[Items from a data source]
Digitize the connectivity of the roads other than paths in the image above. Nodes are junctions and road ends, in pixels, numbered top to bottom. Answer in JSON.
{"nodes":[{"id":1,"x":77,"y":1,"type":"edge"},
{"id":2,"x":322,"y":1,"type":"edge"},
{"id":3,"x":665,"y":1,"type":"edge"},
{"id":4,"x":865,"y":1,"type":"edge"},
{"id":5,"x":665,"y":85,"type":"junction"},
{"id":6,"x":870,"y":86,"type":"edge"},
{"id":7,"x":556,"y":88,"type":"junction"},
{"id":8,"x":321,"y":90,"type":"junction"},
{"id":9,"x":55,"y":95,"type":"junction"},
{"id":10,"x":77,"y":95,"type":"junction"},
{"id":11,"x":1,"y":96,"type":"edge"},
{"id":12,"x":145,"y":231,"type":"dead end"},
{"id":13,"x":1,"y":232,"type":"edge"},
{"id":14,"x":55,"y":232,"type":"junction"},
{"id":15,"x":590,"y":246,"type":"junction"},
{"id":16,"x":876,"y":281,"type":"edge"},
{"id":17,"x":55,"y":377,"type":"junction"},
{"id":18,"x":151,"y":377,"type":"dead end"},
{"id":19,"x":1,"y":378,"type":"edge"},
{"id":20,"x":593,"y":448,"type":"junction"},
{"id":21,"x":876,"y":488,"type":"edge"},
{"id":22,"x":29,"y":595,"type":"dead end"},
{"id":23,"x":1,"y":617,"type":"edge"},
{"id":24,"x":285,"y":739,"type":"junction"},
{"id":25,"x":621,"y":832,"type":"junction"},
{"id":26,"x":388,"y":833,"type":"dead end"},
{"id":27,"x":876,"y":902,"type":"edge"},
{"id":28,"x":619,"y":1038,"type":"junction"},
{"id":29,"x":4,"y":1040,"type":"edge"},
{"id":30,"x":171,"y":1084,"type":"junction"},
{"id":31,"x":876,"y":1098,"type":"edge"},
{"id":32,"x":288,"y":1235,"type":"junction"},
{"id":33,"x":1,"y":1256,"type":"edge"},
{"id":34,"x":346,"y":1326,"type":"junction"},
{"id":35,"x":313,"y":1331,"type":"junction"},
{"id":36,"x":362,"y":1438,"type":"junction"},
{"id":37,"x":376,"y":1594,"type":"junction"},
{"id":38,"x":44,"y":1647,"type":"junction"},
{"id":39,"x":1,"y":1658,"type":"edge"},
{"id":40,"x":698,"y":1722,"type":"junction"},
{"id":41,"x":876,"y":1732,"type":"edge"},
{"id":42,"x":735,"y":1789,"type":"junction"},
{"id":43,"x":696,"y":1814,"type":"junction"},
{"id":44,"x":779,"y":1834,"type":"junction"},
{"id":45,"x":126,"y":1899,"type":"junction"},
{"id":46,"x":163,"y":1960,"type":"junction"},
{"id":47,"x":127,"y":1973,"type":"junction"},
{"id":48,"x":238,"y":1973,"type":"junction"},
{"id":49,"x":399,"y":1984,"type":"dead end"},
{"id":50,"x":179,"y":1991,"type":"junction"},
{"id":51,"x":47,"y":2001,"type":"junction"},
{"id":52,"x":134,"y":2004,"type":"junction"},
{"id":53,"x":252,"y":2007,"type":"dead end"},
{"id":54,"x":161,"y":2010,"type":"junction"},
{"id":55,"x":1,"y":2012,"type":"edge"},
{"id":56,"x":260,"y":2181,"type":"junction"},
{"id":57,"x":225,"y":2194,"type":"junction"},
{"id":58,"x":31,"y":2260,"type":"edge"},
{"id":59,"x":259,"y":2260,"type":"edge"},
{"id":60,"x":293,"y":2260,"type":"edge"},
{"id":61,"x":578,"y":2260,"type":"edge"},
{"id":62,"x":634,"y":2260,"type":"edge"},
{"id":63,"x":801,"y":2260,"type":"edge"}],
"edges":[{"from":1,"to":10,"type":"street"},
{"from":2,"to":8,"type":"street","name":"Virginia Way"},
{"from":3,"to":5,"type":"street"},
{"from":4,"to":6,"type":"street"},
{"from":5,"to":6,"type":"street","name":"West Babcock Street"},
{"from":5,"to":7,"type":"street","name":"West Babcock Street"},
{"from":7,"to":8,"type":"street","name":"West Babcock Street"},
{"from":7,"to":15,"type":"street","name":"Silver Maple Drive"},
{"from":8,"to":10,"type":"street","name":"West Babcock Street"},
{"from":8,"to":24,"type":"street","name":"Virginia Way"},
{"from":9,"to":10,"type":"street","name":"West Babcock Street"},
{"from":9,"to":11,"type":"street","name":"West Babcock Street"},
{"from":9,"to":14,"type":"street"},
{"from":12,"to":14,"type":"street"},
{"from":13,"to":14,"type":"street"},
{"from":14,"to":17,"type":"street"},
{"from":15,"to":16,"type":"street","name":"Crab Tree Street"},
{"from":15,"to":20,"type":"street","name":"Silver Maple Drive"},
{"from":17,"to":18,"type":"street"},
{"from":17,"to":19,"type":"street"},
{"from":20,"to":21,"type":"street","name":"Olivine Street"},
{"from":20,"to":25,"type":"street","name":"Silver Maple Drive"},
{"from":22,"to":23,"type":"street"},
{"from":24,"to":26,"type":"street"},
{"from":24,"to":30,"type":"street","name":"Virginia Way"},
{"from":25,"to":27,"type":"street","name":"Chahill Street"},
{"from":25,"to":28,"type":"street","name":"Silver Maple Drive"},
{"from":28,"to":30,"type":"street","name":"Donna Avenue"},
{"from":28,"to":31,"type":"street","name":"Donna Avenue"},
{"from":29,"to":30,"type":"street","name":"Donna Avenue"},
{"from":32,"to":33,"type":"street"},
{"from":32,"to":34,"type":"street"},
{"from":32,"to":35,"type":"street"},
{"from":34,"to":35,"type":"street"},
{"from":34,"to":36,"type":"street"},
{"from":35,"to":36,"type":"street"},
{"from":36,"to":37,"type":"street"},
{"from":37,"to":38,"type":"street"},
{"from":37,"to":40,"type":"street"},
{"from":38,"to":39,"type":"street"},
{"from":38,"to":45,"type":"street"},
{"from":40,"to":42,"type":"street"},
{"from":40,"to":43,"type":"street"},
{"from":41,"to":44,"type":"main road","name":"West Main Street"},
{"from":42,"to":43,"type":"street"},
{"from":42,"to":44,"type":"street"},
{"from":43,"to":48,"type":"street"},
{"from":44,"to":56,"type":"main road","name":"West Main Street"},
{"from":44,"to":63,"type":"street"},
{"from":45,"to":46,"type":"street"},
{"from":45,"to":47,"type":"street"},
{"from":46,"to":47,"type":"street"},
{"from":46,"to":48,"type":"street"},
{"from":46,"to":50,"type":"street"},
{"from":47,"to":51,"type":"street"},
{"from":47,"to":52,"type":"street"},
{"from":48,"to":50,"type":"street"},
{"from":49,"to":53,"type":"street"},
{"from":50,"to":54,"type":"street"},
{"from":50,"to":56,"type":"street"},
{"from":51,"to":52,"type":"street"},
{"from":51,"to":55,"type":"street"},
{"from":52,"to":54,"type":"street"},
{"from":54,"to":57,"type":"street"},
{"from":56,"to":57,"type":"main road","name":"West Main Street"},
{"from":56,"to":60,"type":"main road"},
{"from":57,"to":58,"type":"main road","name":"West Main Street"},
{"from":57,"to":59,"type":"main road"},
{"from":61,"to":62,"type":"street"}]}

WORK TO BE COMPLETED
For the records above, restate every line word for word.

RESPONSE TO THIS EXERCISE
Digitize the connectivity of the roads other than paths in the image above. Nodes are junctions and road ends, in pixels, numbered top to bottom. Answer in JSON.
{"nodes":[{"id":1,"x":77,"y":1,"type":"edge"},
{"id":2,"x":322,"y":1,"type":"edge"},
{"id":3,"x":665,"y":1,"type":"edge"},
{"id":4,"x":865,"y":1,"type":"edge"},
{"id":5,"x":665,"y":85,"type":"junction"},
{"id":6,"x":870,"y":86,"type":"edge"},
{"id":7,"x":556,"y":88,"type":"junction"},
{"id":8,"x":321,"y":90,"type":"junction"},
{"id":9,"x":55,"y":95,"type":"junction"},
{"id":10,"x":77,"y":95,"type":"junction"},
{"id":11,"x":1,"y":96,"type":"edge"},
{"id":12,"x":145,"y":231,"type":"dead end"},
{"id":13,"x":1,"y":232,"type":"edge"},
{"id":14,"x":55,"y":232,"type":"junction"},
{"id":15,"x":590,"y":246,"type":"junction"},
{"id":16,"x":876,"y":281,"type":"edge"},
{"id":17,"x":55,"y":377,"type":"junction"},
{"id":18,"x":151,"y":377,"type":"dead end"},
{"id":19,"x":1,"y":378,"type":"edge"},
{"id":20,"x":593,"y":448,"type":"junction"},
{"id":21,"x":876,"y":488,"type":"edge"},
{"id":22,"x":29,"y":595,"type":"dead end"},
{"id":23,"x":1,"y":617,"type":"edge"},
{"id":24,"x":285,"y":739,"type":"junction"},
{"id":25,"x":621,"y":832,"type":"junction"},
{"id":26,"x":388,"y":833,"type":"dead end"},
{"id":27,"x":876,"y":902,"type":"edge"},
{"id":28,"x":619,"y":1038,"type":"junction"},
{"id":29,"x":4,"y":1040,"type":"edge"},
{"id":30,"x":171,"y":1084,"type":"junction"},
{"id":31,"x":876,"y":1098,"type":"edge"},
{"id":32,"x":288,"y":1235,"type":"junction"},
{"id":33,"x":1,"y":1256,"type":"edge"},
{"id":34,"x":346,"y":1326,"type":"junction"},
{"id":35,"x":313,"y":1331,"type":"junction"},
{"id":36,"x":362,"y":1438,"type":"junction"},
{"id":37,"x":376,"y":1594,"type":"junction"},
{"id":38,"x":44,"y":1647,"type":"junction"},
{"id":39,"x":1,"y":1658,"type":"edge"},
{"id":40,"x":698,"y":1722,"type":"junction"},
{"id":41,"x":876,"y":1732,"type":"edge"},
{"id":42,"x":735,"y":1789,"type":"junction"},
{"id":43,"x":696,"y":1814,"type":"junction"},
{"id":44,"x":779,"y":1834,"type":"junction"},
{"id":45,"x":126,"y":1899,"type":"junction"},
{"id":46,"x":163,"y":1960,"type":"junction"},
{"id":47,"x":127,"y":1973,"type":"junction"},
{"id":48,"x":238,"y":1973,"type":"junction"},
{"id":49,"x":399,"y":1984,"type":"dead end"},
{"id":50,"x":179,"y":1991,"type":"junction"},
{"id":51,"x":47,"y":2001,"type":"junction"},
{"id":52,"x":134,"y":2004,"type":"junction"},
{"id":53,"x":252,"y":2007,"type":"dead end"},
{"id":54,"x":161,"y":2010,"type":"junction"},
{"id":55,"x":1,"y":2012,"type":"edge"},
{"id":56,"x":260,"y":2181,"type":"junction"},
{"id":57,"x":225,"y":2194,"type":"junction"},
{"id":58,"x":31,"y":2260,"type":"edge"},
{"id":59,"x":259,"y":2260,"type":"edge"},
{"id":60,"x":293,"y":2260,"type":"edge"},
{"id":61,"x":578,"y":2260,"type":"edge"},
{"id":62,"x":634,"y":2260,"type":"edge"},
{"id":63,"x":801,"y":2260,"type":"edge"}],
"edges":[{"from":1,"to":10,"type":"street"},
{"from":2,"to":8,"type":"street","name":"Virginia Way"},
{"from":3,"to":5,"type":"street"},
{"from":4,"to":6,"type":"street"},
{"from":5,"to":6,"type":"street","name":"West Babcock Street"},
{"from":5,"to":7,"type":"street","name":"West Babcock Street"},
{"from":7,"to":8,"type":"street","name":"West Babcock Street"},
{"from":7,"to":15,"type":"street","name":"Silver Maple Drive"},
{"from":8,"to":10,"type":"street","name":"West Babcock Street"},
{"from":8,"to":24,"type":"street","name":"Virginia Way"},
{"from":9,"to":10,"type":"street","name":"West Babcock Street"},
{"from":9,"to":11,"type":"street","name":"West Babcock Street"},
{"from":9,"to":14,"type":"street"},
{"from":12,"to":14,"type":"street"},
{"from":13,"to":14,"type":"street"},
{"from":14,"to":17,"type":"street"},
{"from":15,"to":16,"type":"street","name":"Crab Tree Street"},
{"from":15,"to":20,"type":"street","name":"Silver Maple Drive"},
{"from":17,"to":18,"type":"street"},
{"from":17,"to":19,"type":"street"},
{"from":20,"to":21,"type":"street","name":"Olivine Street"},
{"from":20,"to":25,"type":"street","name":"Silver Maple Drive"},
{"from":22,"to":23,"type":"street"},
{"from":24,"to":26,"type":"street"},
{"from":24,"to":30,"type":"street","name":"Virginia Way"},
{"from":25,"to":27,"type":"street","name":"Chahill Street"},
{"from":25,"to":28,"type":"street","name":"Silver Maple Drive"},
{"from":28,"to":30,"type":"street","name":"Donna Avenue"},
{"from":28,"to":31,"type":"street","name":"Donna Avenue"},
{"from":29,"to":30,"type":"street","name":"Donna Avenue"},
{"from":32,"to":33,"type":"street"},
{"from":32,"to":34,"type":"street"},
{"from":32,"to":35,"type":"street"},
{"from":34,"to":35,"type":"street"},
{"from":34,"to":36,"type":"street"},
{"from":35,"to":36,"type":"street"},
{"from":36,"to":37,"type":"street"},
{"from":37,"to":38,"type":"street"},
{"from":37,"to":40,"type":"street"},
{"from":38,"to":39,"type":"street"},
{"from":38,"to":45,"type":"street"},
{"from":40,"to":42,"type":"street"},
{"from":40,"to":43,"type":"street"},
{"from":41,"to":44,"type":"main road","name":"West Main Street"},
{"from":42,"to":43,"type":"street"},
{"from":42,"to":44,"type":"street"},
{"from":43,"to":48,"type":"street"},
{"from":44,"to":56,"type":"main road","name":"West Main Street"},
{"from":44,"to":63,"type":"street"},
{"from":45,"to":46,"type":"street"},
{"from":45,"to":47,"type":"street"},
{"from":46,"to":47,"type":"street"},
{"from":46,"to":48,"type":"street"},
{"from":46,"to":50,"type":"street"},
{"from":47,"to":51,"type":"street"},
{"from":47,"to":52,"type":"street"},
{"from":48,"to":50,"type":"street"},
{"from":49,"to":53,"type":"street"},
{"from":50,"to":54,"type":"street"},
{"from":50,"to":56,"type":"street"},
{"from":51,"to":52,"type":"street"},
{"from":51,"to":55,"type":"street"},
{"from":52,"to":54,"type":"street"},
{"from":54,"to":57,"type":"street"},
{"from":56,"to":57,"type":"main road","name":"West Main Street"},
{"from":56,"to":60,"type":"main road"},
{"from":57,"to":58,"type":"main road","name":"West Main Street"},
{"from":57,"to":59,"type":"main road"},
{"from":61,"to":62,"type":"street"}]}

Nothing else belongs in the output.